Copy each line below that includes "Springfields".

Collected data
BEGIN

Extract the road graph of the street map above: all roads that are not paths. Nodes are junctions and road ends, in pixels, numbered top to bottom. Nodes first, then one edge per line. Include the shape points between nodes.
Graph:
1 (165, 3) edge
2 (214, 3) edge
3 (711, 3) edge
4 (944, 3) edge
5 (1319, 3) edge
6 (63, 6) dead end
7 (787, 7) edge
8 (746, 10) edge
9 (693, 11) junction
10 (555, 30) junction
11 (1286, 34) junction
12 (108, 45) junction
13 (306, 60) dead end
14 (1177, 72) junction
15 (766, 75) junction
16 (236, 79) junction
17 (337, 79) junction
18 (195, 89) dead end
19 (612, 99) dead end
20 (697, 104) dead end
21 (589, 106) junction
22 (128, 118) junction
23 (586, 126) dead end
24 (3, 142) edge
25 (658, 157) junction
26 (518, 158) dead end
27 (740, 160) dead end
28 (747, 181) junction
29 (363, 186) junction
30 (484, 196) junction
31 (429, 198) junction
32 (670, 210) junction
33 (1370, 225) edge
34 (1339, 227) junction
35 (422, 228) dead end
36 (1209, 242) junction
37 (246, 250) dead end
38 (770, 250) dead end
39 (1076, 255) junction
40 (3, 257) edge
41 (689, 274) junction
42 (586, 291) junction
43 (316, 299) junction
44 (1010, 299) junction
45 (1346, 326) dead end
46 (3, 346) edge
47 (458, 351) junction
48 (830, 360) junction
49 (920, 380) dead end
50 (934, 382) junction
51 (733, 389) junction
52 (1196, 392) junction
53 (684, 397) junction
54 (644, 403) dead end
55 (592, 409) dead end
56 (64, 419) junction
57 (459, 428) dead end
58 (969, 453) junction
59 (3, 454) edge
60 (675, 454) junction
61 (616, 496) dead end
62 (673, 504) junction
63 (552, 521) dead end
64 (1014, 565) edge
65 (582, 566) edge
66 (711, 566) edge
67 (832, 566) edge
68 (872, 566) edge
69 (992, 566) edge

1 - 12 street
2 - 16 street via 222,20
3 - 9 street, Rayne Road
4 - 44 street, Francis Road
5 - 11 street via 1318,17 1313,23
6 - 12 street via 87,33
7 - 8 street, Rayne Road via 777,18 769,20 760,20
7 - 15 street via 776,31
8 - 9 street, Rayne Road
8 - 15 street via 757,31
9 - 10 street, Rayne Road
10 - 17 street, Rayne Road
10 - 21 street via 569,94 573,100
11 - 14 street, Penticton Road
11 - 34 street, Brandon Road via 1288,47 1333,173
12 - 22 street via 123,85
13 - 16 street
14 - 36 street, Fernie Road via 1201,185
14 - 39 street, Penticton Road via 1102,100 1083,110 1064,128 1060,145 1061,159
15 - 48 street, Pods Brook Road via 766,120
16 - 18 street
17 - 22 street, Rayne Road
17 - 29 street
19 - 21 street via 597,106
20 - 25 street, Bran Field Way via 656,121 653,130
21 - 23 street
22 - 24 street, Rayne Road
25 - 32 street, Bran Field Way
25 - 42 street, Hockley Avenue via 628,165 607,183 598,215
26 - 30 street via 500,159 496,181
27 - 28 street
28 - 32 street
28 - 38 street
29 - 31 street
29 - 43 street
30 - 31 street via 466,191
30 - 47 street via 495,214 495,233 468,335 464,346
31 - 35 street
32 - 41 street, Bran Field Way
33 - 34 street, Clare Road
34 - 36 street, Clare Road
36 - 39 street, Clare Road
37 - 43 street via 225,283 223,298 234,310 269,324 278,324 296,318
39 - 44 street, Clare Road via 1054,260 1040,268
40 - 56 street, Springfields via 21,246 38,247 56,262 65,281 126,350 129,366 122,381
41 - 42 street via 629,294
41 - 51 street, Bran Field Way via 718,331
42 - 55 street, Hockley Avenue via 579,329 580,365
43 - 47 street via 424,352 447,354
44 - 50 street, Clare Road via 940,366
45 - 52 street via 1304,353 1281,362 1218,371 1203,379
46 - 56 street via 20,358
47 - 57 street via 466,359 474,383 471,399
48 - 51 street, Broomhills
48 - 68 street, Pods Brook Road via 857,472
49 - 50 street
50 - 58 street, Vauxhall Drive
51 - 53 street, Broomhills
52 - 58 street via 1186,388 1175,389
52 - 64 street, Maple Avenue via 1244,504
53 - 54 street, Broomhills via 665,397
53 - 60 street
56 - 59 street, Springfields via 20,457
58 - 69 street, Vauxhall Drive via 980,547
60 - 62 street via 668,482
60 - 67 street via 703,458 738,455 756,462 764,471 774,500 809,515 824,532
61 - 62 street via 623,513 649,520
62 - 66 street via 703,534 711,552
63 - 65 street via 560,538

END

### Task answer
40 - 56 street, Springfields via 21,246 38,247 56,262 65,281 126,350 129,366 122,381
56 - 59 street, Springfields via 20,457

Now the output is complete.